__ABOUT THIS EXERCISE__
A word-for-word copy of the listing, free of images, is the expected answer.
+ + + +
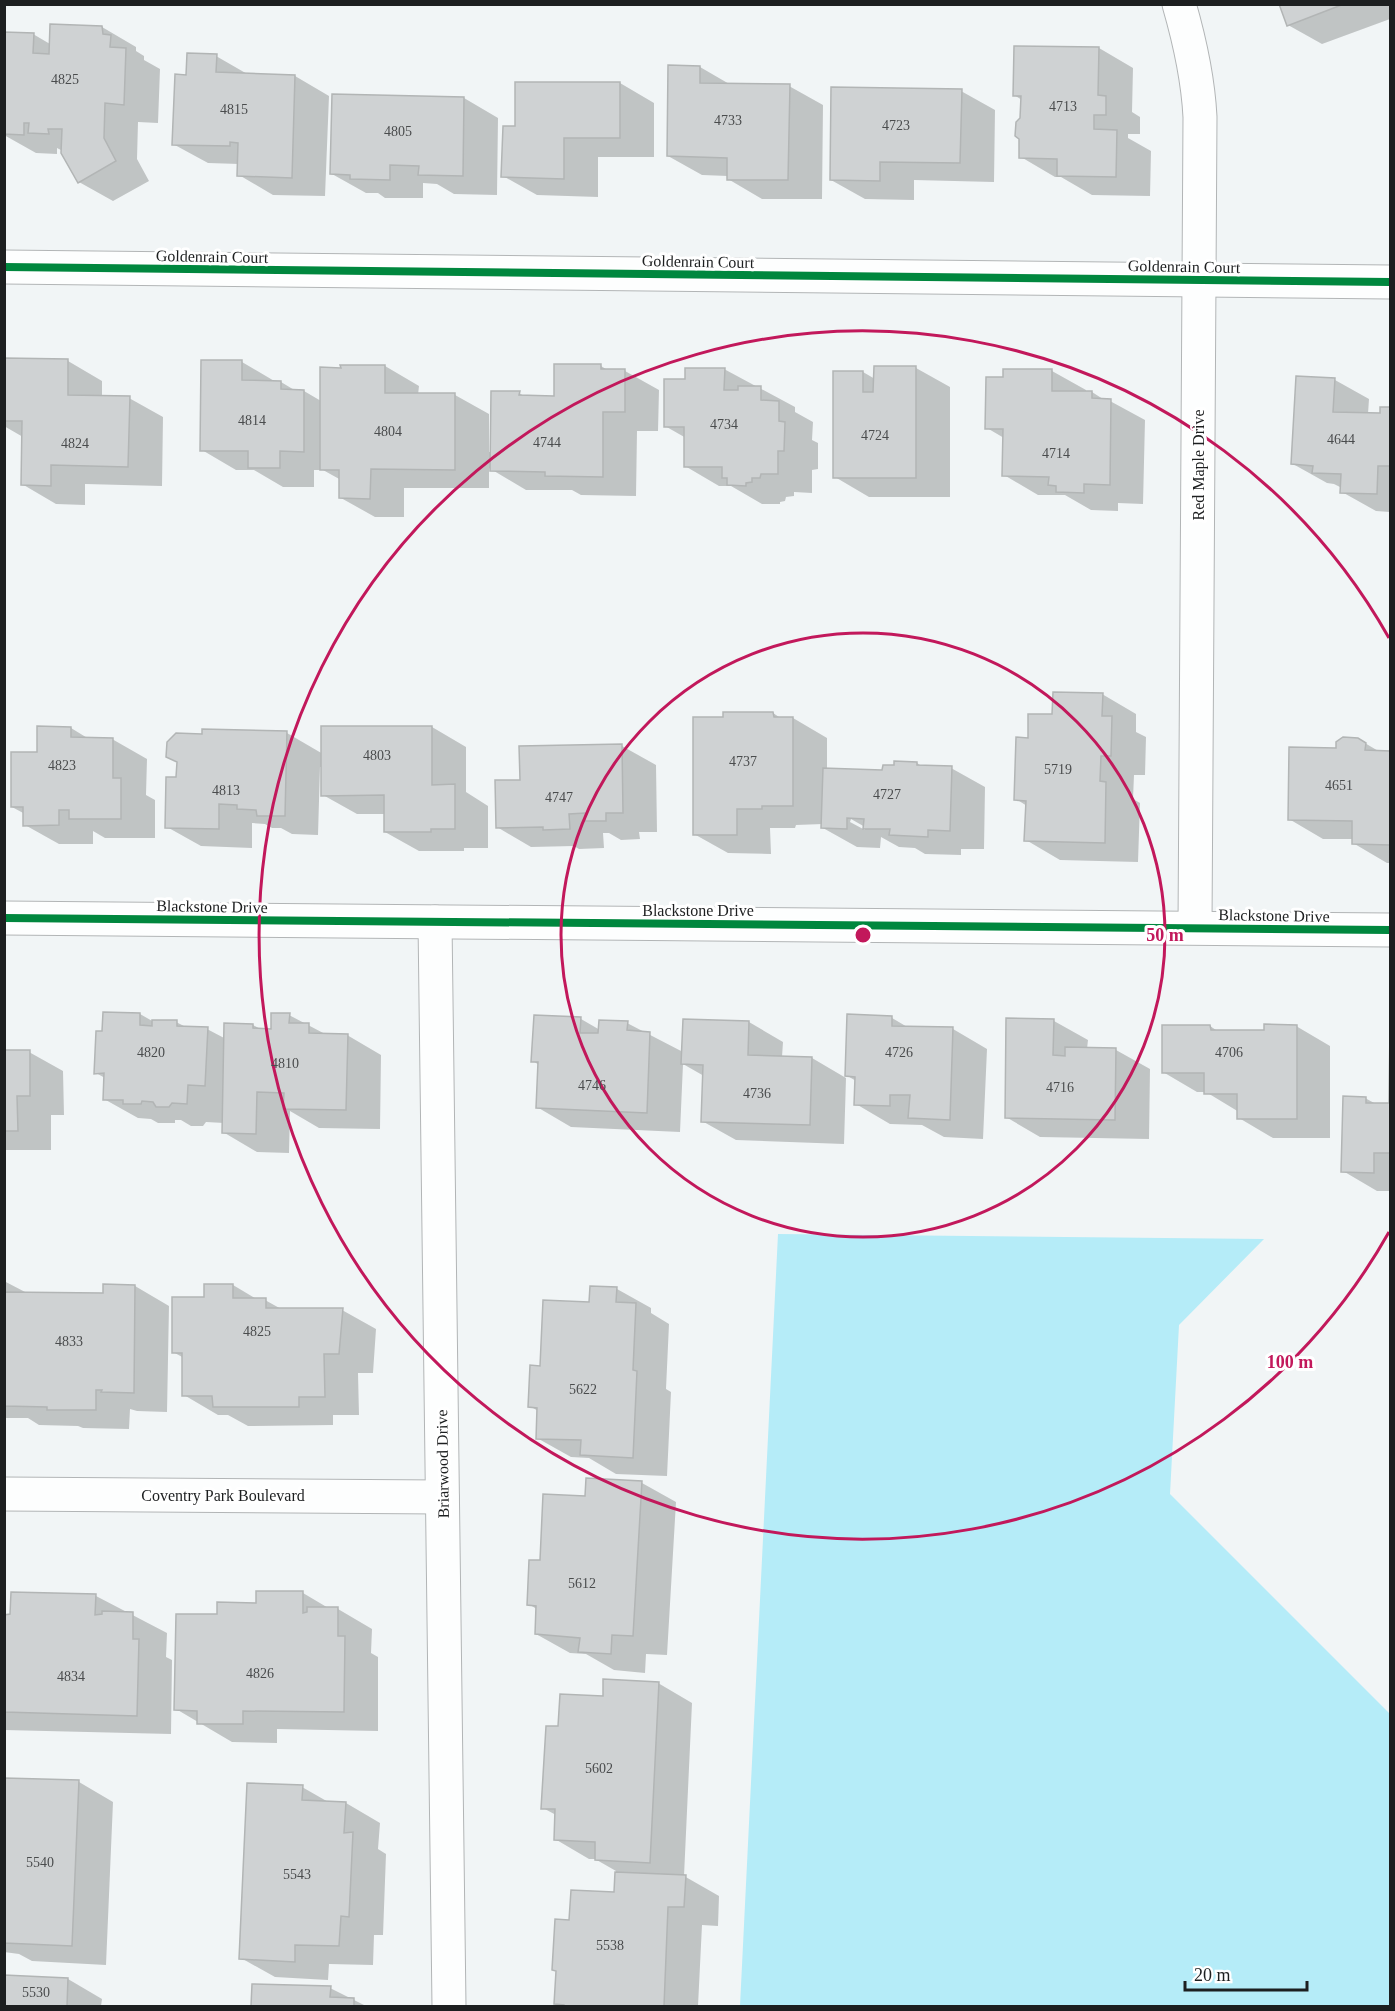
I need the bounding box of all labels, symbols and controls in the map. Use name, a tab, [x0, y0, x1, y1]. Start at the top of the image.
house number: 4825	[51, 72, 79, 87]
house number: 4713	[1049, 99, 1077, 114]
house number: 4815	[220, 102, 248, 117]
house number: 4733	[714, 113, 742, 128]
house number: 4723	[882, 118, 910, 133]
house number: 4805	[384, 124, 412, 139]
street label: Goldenrain Court	[156, 247, 269, 266]
street label: Goldenrain Court	[642, 252, 755, 271]
street label: Goldenrain Court	[1128, 257, 1241, 276]
street label: Red Maple Drive	[1190, 409, 1208, 521]
house number: 4814	[238, 413, 266, 428]
house number: 4734	[710, 417, 738, 432]
house number: 4804	[374, 424, 402, 439]
house number: 4724	[861, 428, 889, 443]
house number: 4644	[1327, 432, 1355, 447]
house number: 4744	[533, 435, 561, 450]
house number: 4824	[61, 436, 89, 451]
house number: 4714	[1042, 446, 1070, 461]
house number: 4803	[363, 748, 391, 763]
house number: 4737	[729, 754, 757, 769]
house number: 4823	[48, 758, 76, 773]
house number: 5719	[1044, 762, 1072, 777]
house number: 4651	[1325, 778, 1353, 793]
house number: 4813	[212, 783, 240, 798]
house number: 4727	[873, 787, 901, 802]
house number: 4747	[545, 790, 573, 805]
street label: Blackstone Drive	[156, 897, 268, 916]
street label: Blackstone Drive	[642, 902, 754, 919]
street label: Blackstone Drive	[1218, 906, 1330, 925]
centre of rings	[853, 925, 873, 945]
text: 50 m	[1146, 925, 1184, 945]
house number: 4820	[137, 1045, 165, 1060]
house number: 4726	[885, 1045, 913, 1060]
house number: 4706	[1215, 1045, 1243, 1060]
house number: 4810	[271, 1056, 299, 1071]
house number: 4746	[578, 1078, 606, 1093]
house number: 4716	[1046, 1080, 1074, 1095]
house number: 4736	[743, 1086, 771, 1101]
house number: 4825	[243, 1324, 271, 1339]
house number: 4833	[55, 1334, 83, 1349]
text: 100 m	[1267, 1352, 1313, 1372]
house number: 5622	[569, 1382, 597, 1397]
street label: Briarwood Drive	[433, 1409, 452, 1519]
street label: Coventry Park Boulevard	[141, 1487, 305, 1505]
house number: 5612	[568, 1576, 596, 1591]
house number: 4826	[246, 1666, 274, 1681]
house number: 4834	[57, 1669, 85, 1684]
house number: 5602	[585, 1761, 613, 1776]
house number: 5540	[26, 1855, 54, 1870]
house number: 5543	[283, 1867, 311, 1882]
house number: 5538	[596, 1938, 624, 1953]
scale bar	[1185, 1954, 1306, 1992]
text: 20 m	[1194, 1965, 1231, 1985]
house number: 5530	[22, 1985, 50, 2000]

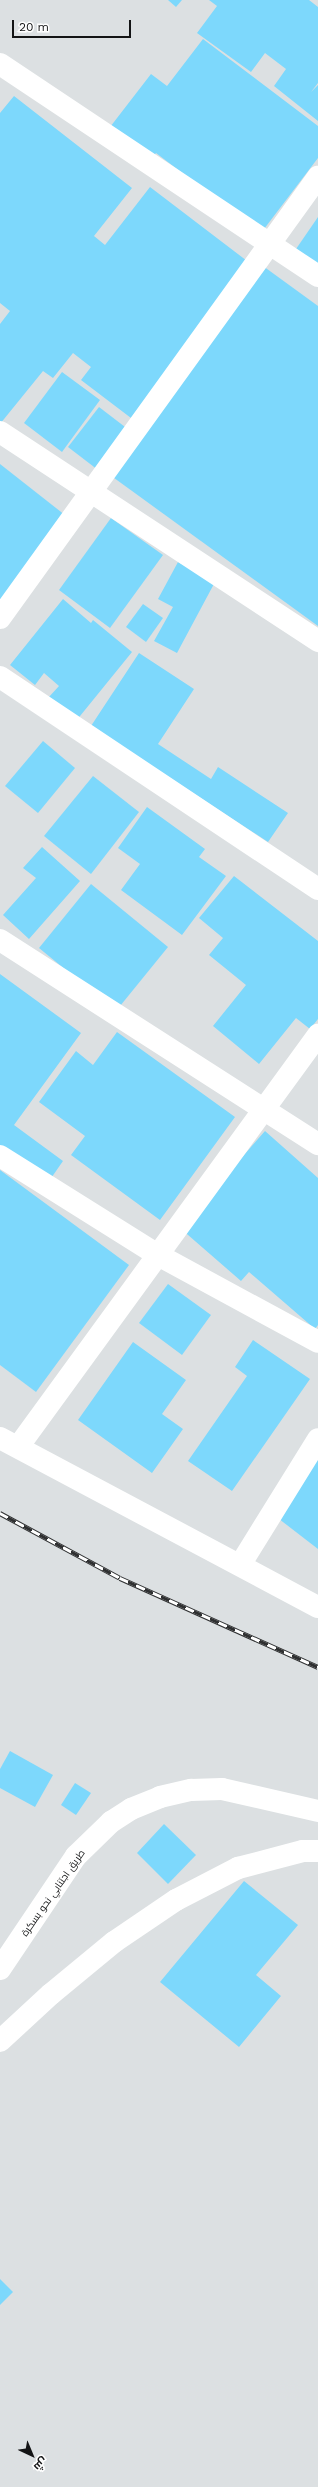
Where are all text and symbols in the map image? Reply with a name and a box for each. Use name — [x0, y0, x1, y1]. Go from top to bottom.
scale bar — [14, 12, 133, 38]
text: 20 m — [19, 20, 49, 34]
street label: طريق اجتنابي نحو بسكرة — [19, 1847, 87, 1939]
north arrow — [12, 2435, 52, 2475]
text: ش — [31, 2454, 50, 2474]

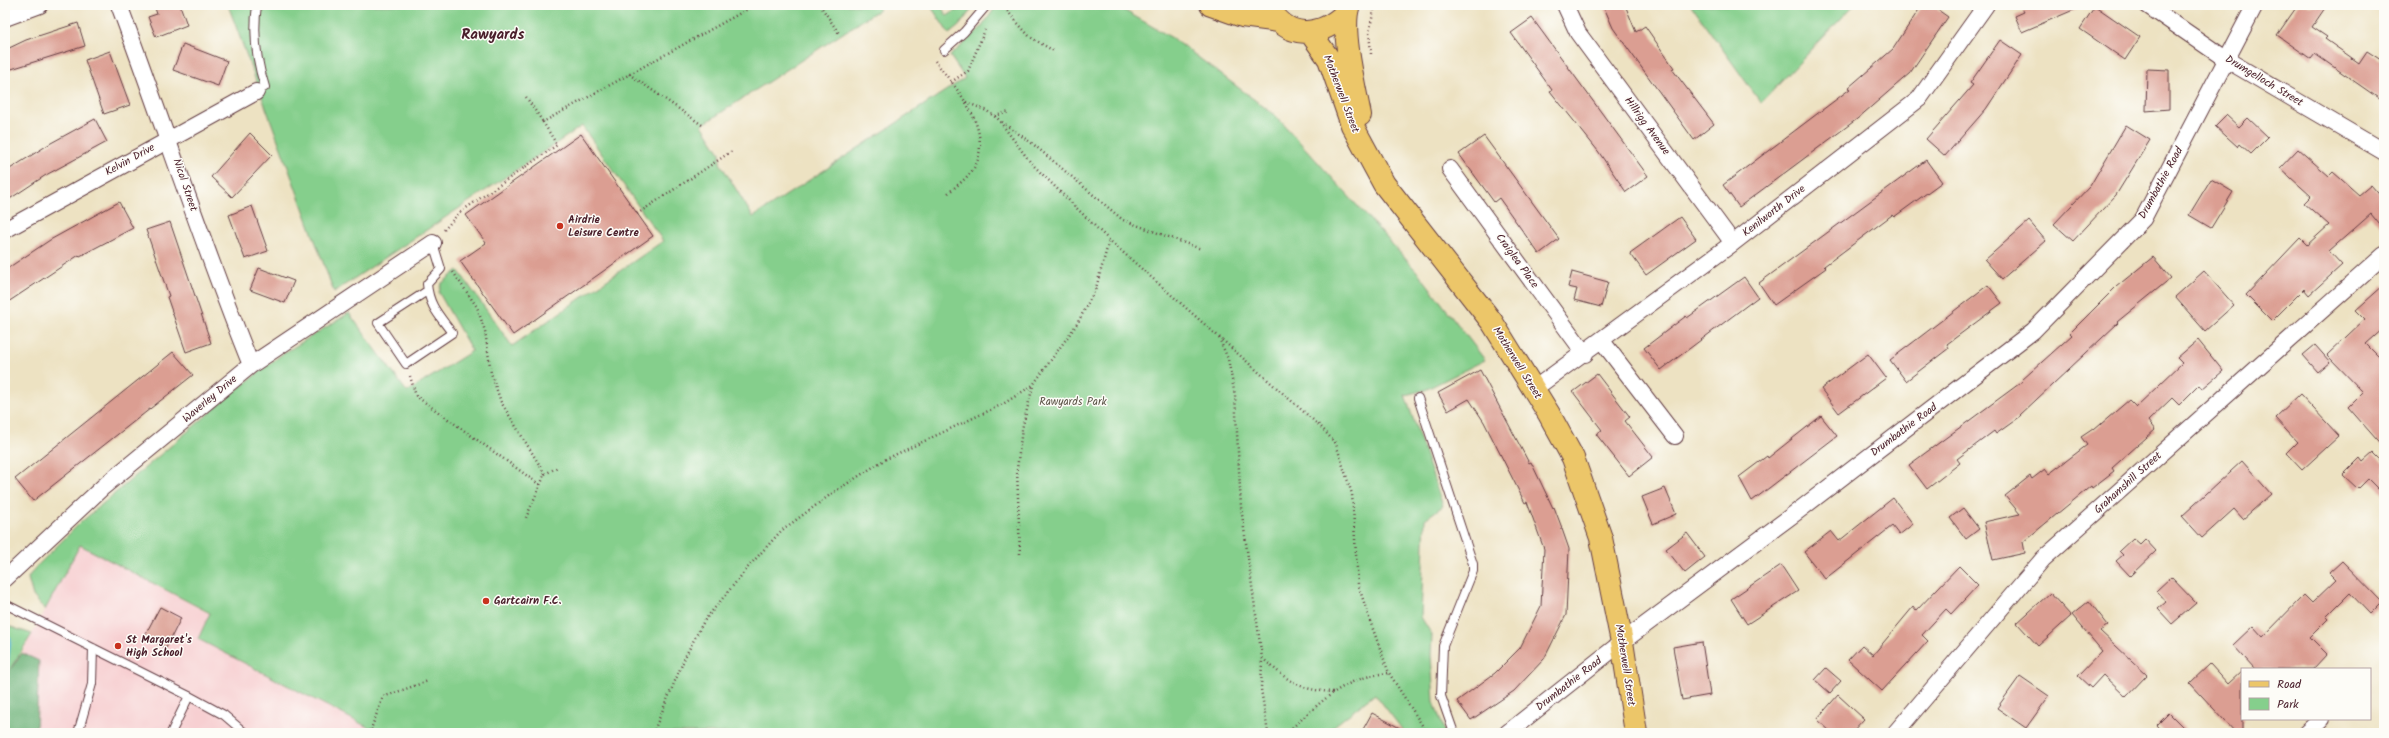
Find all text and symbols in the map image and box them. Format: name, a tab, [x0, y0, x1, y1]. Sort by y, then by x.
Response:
district label: Rawyards	[461, 23, 525, 47]
street label: Drumgelloch Street	[2221, 51, 2307, 112]
street label: Motherwell Street	[1318, 52, 1364, 136]
street label: Hillrigg Avenue	[1619, 93, 1675, 159]
street label: Kelvin Drive	[102, 139, 158, 181]
street label: Drumbathie Road	[2134, 143, 2188, 222]
street label: Nicol Street	[168, 156, 203, 215]
street label: Kenilworth Drive	[1738, 180, 1810, 242]
place label: Airdrie Leisure Centre	[568, 211, 639, 242]
marker: Airdrie Leisure Centre	[555, 221, 565, 231]
street label: Craiglea Place	[1491, 230, 1543, 292]
street label: Motherwell Street	[1488, 323, 1547, 403]
street label: Waverley Drive	[178, 370, 242, 427]
park label: Rawyards Park	[1039, 393, 1108, 411]
street label: Drumbathie Road	[1867, 398, 1942, 461]
street label: Grahamshill Street	[2090, 447, 2167, 519]
place label: Gartcairn F.C.	[494, 592, 562, 610]
marker: Gartcairn F.C.	[481, 596, 491, 606]
street label: Motherwell Street	[1610, 623, 1640, 708]
place label: St Margaret's High School	[126, 631, 193, 662]
marker: St Margaret's High School	[113, 641, 123, 651]
street label: Drumbathie Road	[1532, 652, 1606, 716]
legend	[2241, 668, 2371, 720]
text: Road	[2277, 675, 2302, 694]
text: Park	[2277, 695, 2299, 714]

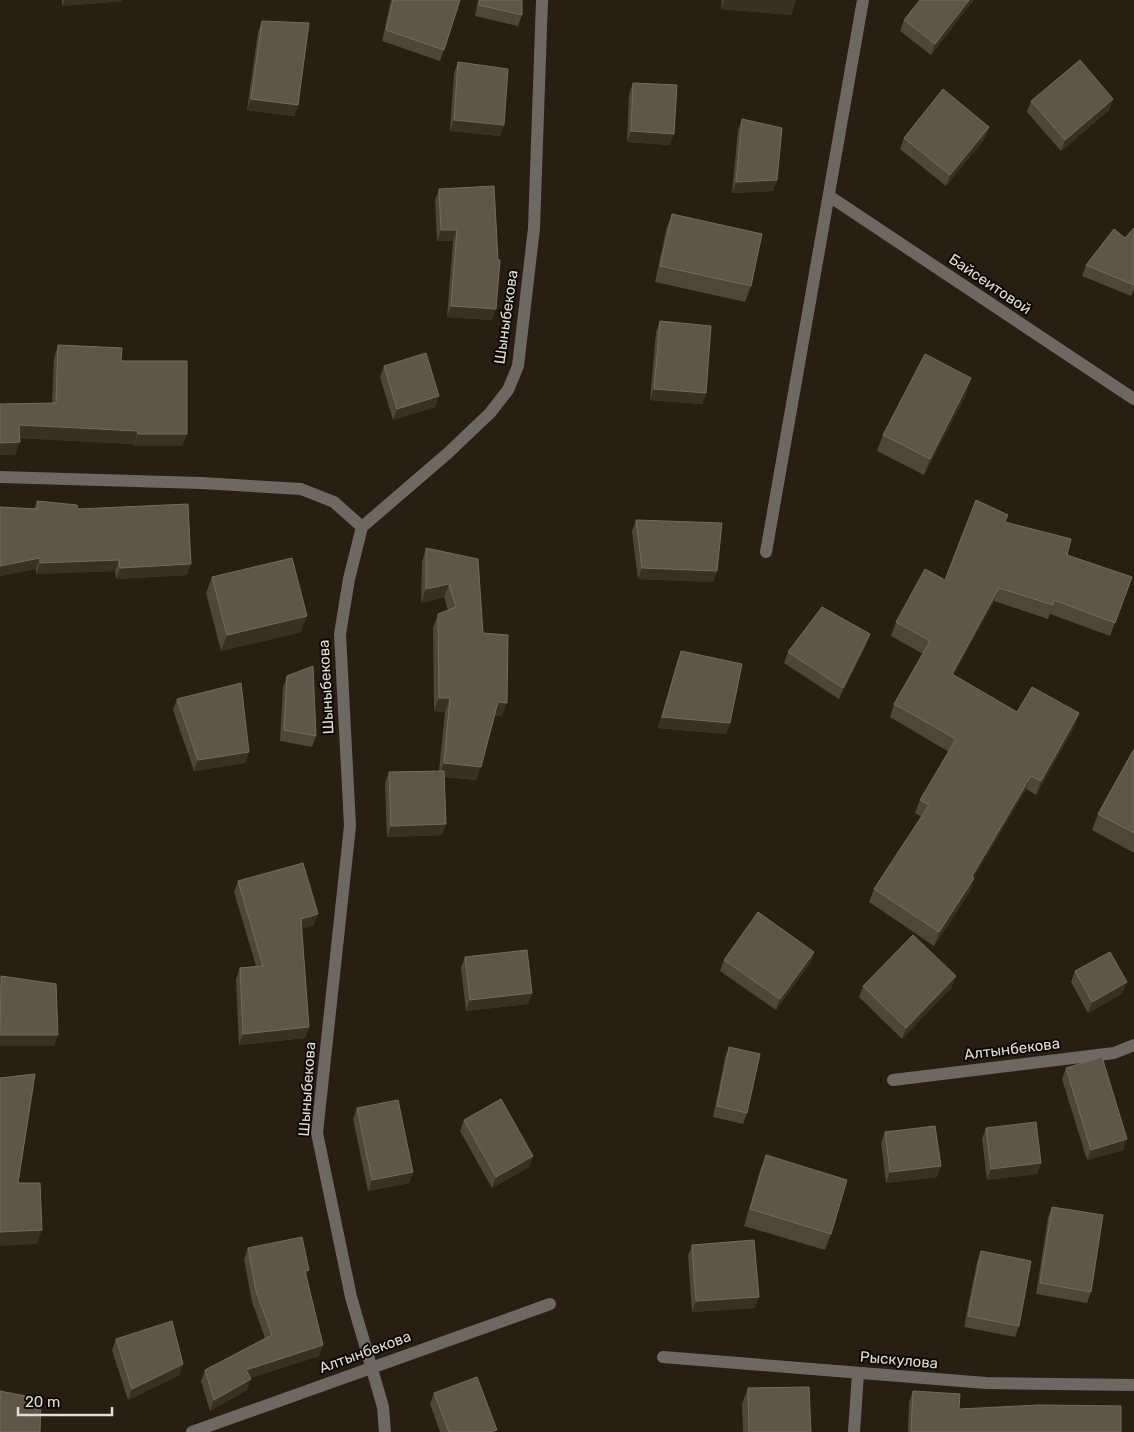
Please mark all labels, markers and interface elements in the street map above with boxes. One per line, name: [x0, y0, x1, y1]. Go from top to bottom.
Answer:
+ + + +
__ANSWER SECTION__
I need the bounding box of all labels, symbols and controls in the map. Use name, a tab, [x0, y0, x1, y1]. Start at the top of the image.
house number: 4825	[51, 72, 79, 87]
house number: 4713	[1049, 99, 1077, 114]
house number: 4815	[220, 102, 248, 117]
house number: 4733	[714, 113, 742, 128]
house number: 4723	[882, 118, 910, 133]
house number: 4805	[384, 124, 412, 139]
street label: Goldenrain Court	[156, 247, 269, 266]
street label: Goldenrain Court	[642, 252, 755, 271]
street label: Goldenrain Court	[1128, 257, 1241, 276]
street label: Red Maple Drive	[1190, 409, 1208, 521]
house number: 4814	[238, 413, 266, 428]
house number: 4734	[710, 417, 738, 432]
house number: 4804	[374, 424, 402, 439]
house number: 4724	[861, 428, 889, 443]
house number: 4644	[1327, 432, 1355, 447]
house number: 4744	[533, 435, 561, 450]
house number: 4824	[61, 436, 89, 451]
house number: 4714	[1042, 446, 1070, 461]
house number: 4803	[363, 748, 391, 763]
house number: 4737	[729, 754, 757, 769]
house number: 4823	[48, 758, 76, 773]
house number: 5719	[1044, 762, 1072, 777]
house number: 4651	[1325, 778, 1353, 793]
house number: 4813	[212, 783, 240, 798]
house number: 4727	[873, 787, 901, 802]
house number: 4747	[545, 790, 573, 805]
street label: Blackstone Drive	[156, 897, 268, 916]
street label: Blackstone Drive	[642, 902, 754, 919]
street label: Blackstone Drive	[1218, 906, 1330, 925]
centre of rings	[853, 925, 873, 945]
text: 50 m	[1146, 925, 1184, 945]
house number: 4820	[137, 1045, 165, 1060]
house number: 4726	[885, 1045, 913, 1060]
house number: 4706	[1215, 1045, 1243, 1060]
house number: 4810	[271, 1056, 299, 1071]
house number: 4746	[578, 1078, 606, 1093]
house number: 4716	[1046, 1080, 1074, 1095]
house number: 4736	[743, 1086, 771, 1101]
house number: 4825	[243, 1324, 271, 1339]
house number: 4833	[55, 1334, 83, 1349]
text: 100 m	[1267, 1352, 1313, 1372]
house number: 5622	[569, 1382, 597, 1397]
street label: Briarwood Drive	[433, 1409, 452, 1519]
street label: Coventry Park Boulevard	[141, 1487, 305, 1505]
house number: 5612	[568, 1576, 596, 1591]
house number: 4826	[246, 1666, 274, 1681]
house number: 4834	[57, 1669, 85, 1684]
house number: 5602	[585, 1761, 613, 1776]
house number: 5540	[26, 1855, 54, 1870]
house number: 5543	[283, 1867, 311, 1882]
house number: 5538	[596, 1938, 624, 1953]
scale bar	[1185, 1954, 1306, 1992]
text: 20 m	[1194, 1965, 1231, 1985]
house number: 5530	[22, 1985, 50, 2000]

Where are all text and symbols in the map image? Reply with a name and a box for each. Use name — [x0, y0, x1, y1]. Go from top to bottom.
scale bar — [14, 12, 133, 38]
text: 20 m — [19, 20, 49, 34]
street label: طريق اجتنابي نحو بسكرة — [19, 1847, 87, 1939]
north arrow — [12, 2435, 52, 2475]
text: ش — [31, 2454, 50, 2474]

Find all text and symbols in the map image and box them. Format: name, a tab, [x0, y0, x1, y1]. Sort by y, then by x.
Response:
district label: Rawyards	[461, 23, 525, 47]
street label: Drumgelloch Street	[2221, 51, 2307, 112]
street label: Motherwell Street	[1318, 52, 1364, 136]
street label: Hillrigg Avenue	[1619, 93, 1675, 159]
street label: Kelvin Drive	[102, 139, 158, 181]
street label: Drumbathie Road	[2134, 143, 2188, 222]
street label: Nicol Street	[168, 156, 203, 215]
street label: Kenilworth Drive	[1738, 180, 1810, 242]
place label: Airdrie Leisure Centre	[568, 211, 639, 242]
marker: Airdrie Leisure Centre	[555, 221, 565, 231]
street label: Craiglea Place	[1491, 230, 1543, 292]
street label: Motherwell Street	[1488, 323, 1547, 403]
street label: Waverley Drive	[178, 370, 242, 427]
park label: Rawyards Park	[1039, 393, 1108, 411]
street label: Drumbathie Road	[1867, 398, 1942, 461]
street label: Grahamshill Street	[2090, 447, 2167, 519]
place label: Gartcairn F.C.	[494, 592, 562, 610]
marker: Gartcairn F.C.	[481, 596, 491, 606]
street label: Motherwell Street	[1610, 623, 1640, 708]
place label: St Margaret's High School	[126, 631, 193, 662]
marker: St Margaret's High School	[113, 641, 123, 651]
street label: Drumbathie Road	[1532, 652, 1606, 716]
legend	[2241, 668, 2371, 720]
text: Road	[2277, 675, 2302, 694]
text: Park	[2277, 695, 2299, 714]

Please mark all labels, markers and interface elements in the street map above with boxes. One per line, name: [x0, y0, x1, y1]. Go from top to bottom.
Answer:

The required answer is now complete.